Die Stadt Stuttgart mobilisiert zur Verfolgung von Kontaktpersonen im Zuge der Corona-Pandemie die ganze Stadtverwaltung. Zudem erbittet sie die Hilfe der Bundeswehr, wie Stefan Ehehalt, Leiter des Stuttgarter Gesundheitsamts, am Sonntag mitteilte. „Die Zahlen steigen auf besorgniserregende Weise an, und zwar so stark, dass das Gesundheitsamt die für die Kontrolle der Pandemie so wichtige Kontaktpersonennachverfolgung nicht mehr gewährleisten kann“, bemerkte Ehehalt.

Was sagt die Wirtschaft?

Der Präsident des Verbandes Deutsches Reisemanagement (VDR), Christoph Carnier, kritisierte das uneinheitliche Vorgehen der Bundesländer zur Corona-Eindämmung. „Regional unterschiedliche Vorschriften für Hygiene, Öffnungen, Ein- und Ausreise sind für die Firmen und die Anbieter nicht oder nur schwer umsetzbar“, sagte Carnier dem Handelsblatt.

Unternehmen und Dienstleister benötigten aber Planungssicherheit. „Hier plädieren wir für einheitliche und transparente Regeln.“ Der VDR befürchtet einen Einbruch bei Geschäftsreisen. Die Zahl der Unternehmen, die Geschäftsreisen innerhalb Deutschlands uneingeschränkt erlaubten, sei auf den tiefsten Stand seit Juli gefallen.

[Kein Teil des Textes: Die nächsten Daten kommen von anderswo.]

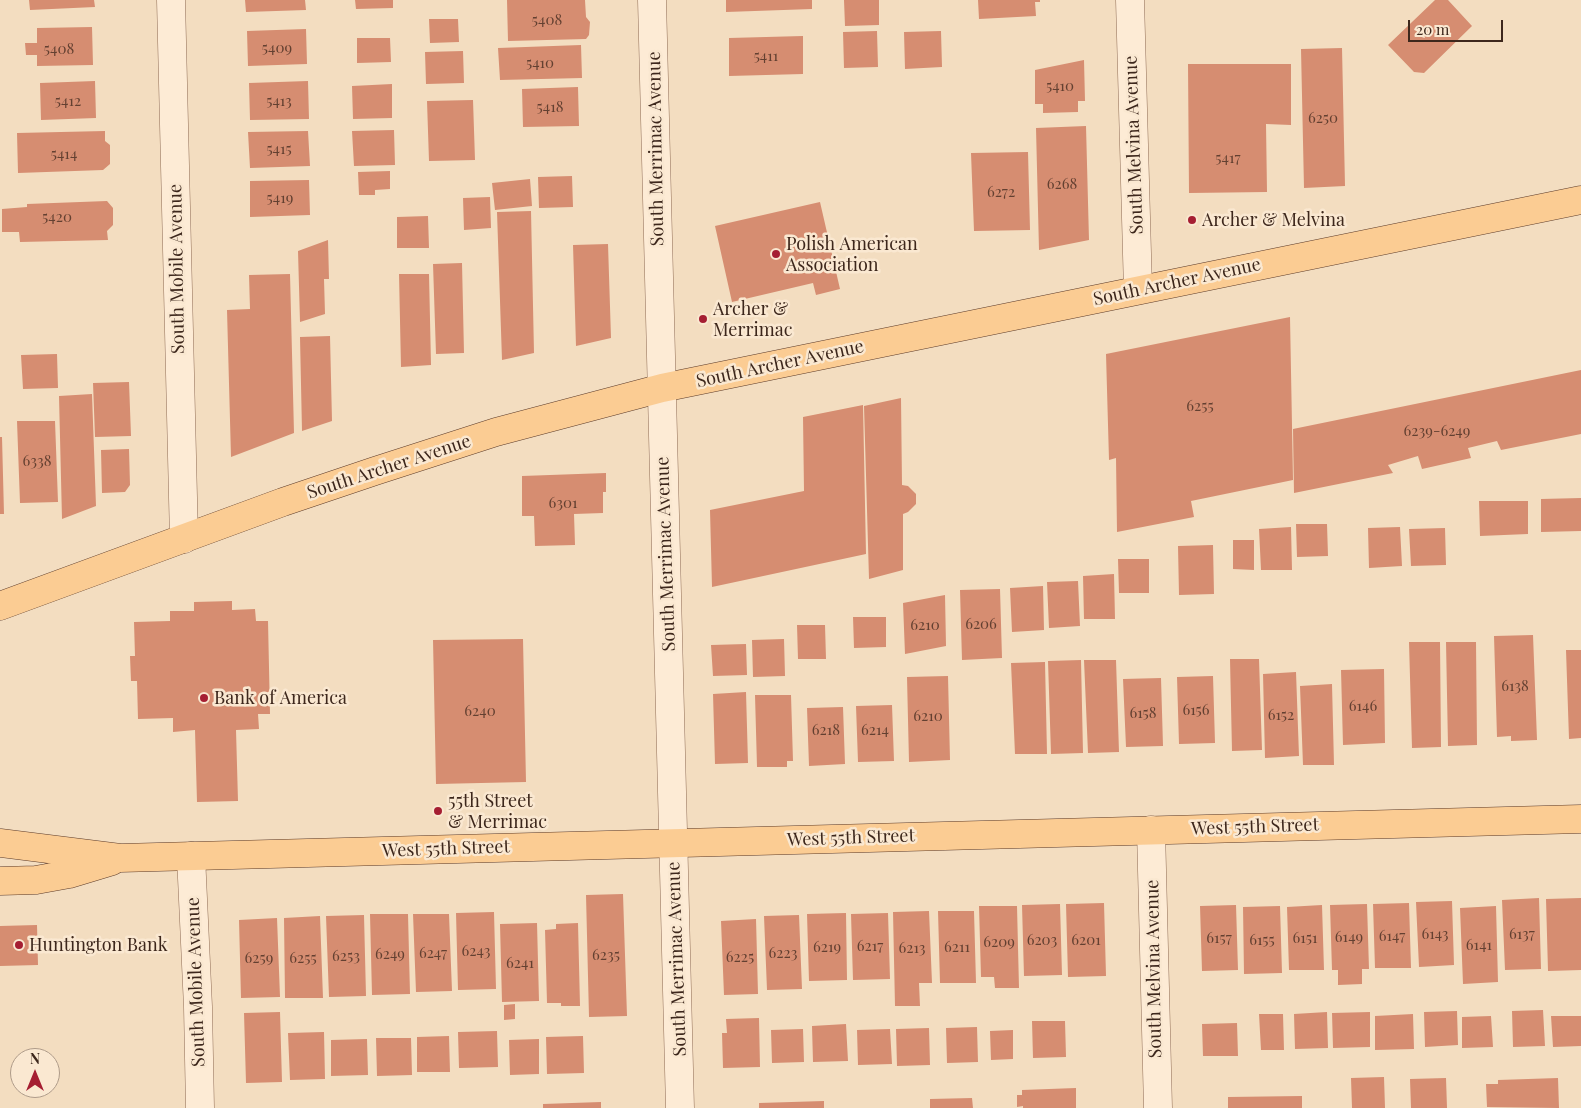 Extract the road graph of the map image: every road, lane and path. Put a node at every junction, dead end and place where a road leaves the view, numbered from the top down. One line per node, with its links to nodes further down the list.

Auch der Deutsche Hotel- und Gaststättenverband (Dehoga) und der Deutsche Industrie- und Handelskammertag (DIHK) kritisierten die Reiseeinschränkungen und Beherbergungsverbote scharf. Die Unternehmen seien darauf angewiesen, dass Corona-Beschränkungen auch Rücksicht auf die wirtschaftlichen Folgen nähmen, sagte DIHK-Präsident Eric Schweitzer der „Bild“. „Gerade auch im Gastgewerbe können weitere Ausfälle die Existenz von Unternehmen gefährden.“

Dagegen hat der Präsident des Deutschen Instituts für Wirtschaftsforschung (DIW), Marcel Fratzscher, die schärferen Maßnahmen zur Eindämmung der Corona-Pandemie verteidigt. „Nicht neue Restriktionen, sondern Vertrauen und Angst der Menschen werden entscheidend für den wirtschaftlichen Schaden der zweiten Infektionswelle sein“, sagte Fratzscher dem Handelsblatt.

Der Wirtschaft – und spezifisch auch der Reisebranche, der Gastronomie und dem Einzelhandel – werde nicht durch ein Aussetzen von Restriktionen und Einschränkungen geholfen sein, wenn Menschen Angst hätten und ihr Vertrauen in Wirtschaft und Politik verlören.

Deshalb könne das oberste Ziel nicht die Vermeidung von neuen Restriktionen sein, sondern der „Bewusstseinswandel in den Köpfen derer, die das Virus noch immer nicht ausreichend ernst nehmen“, betonte der DIW-Präsident.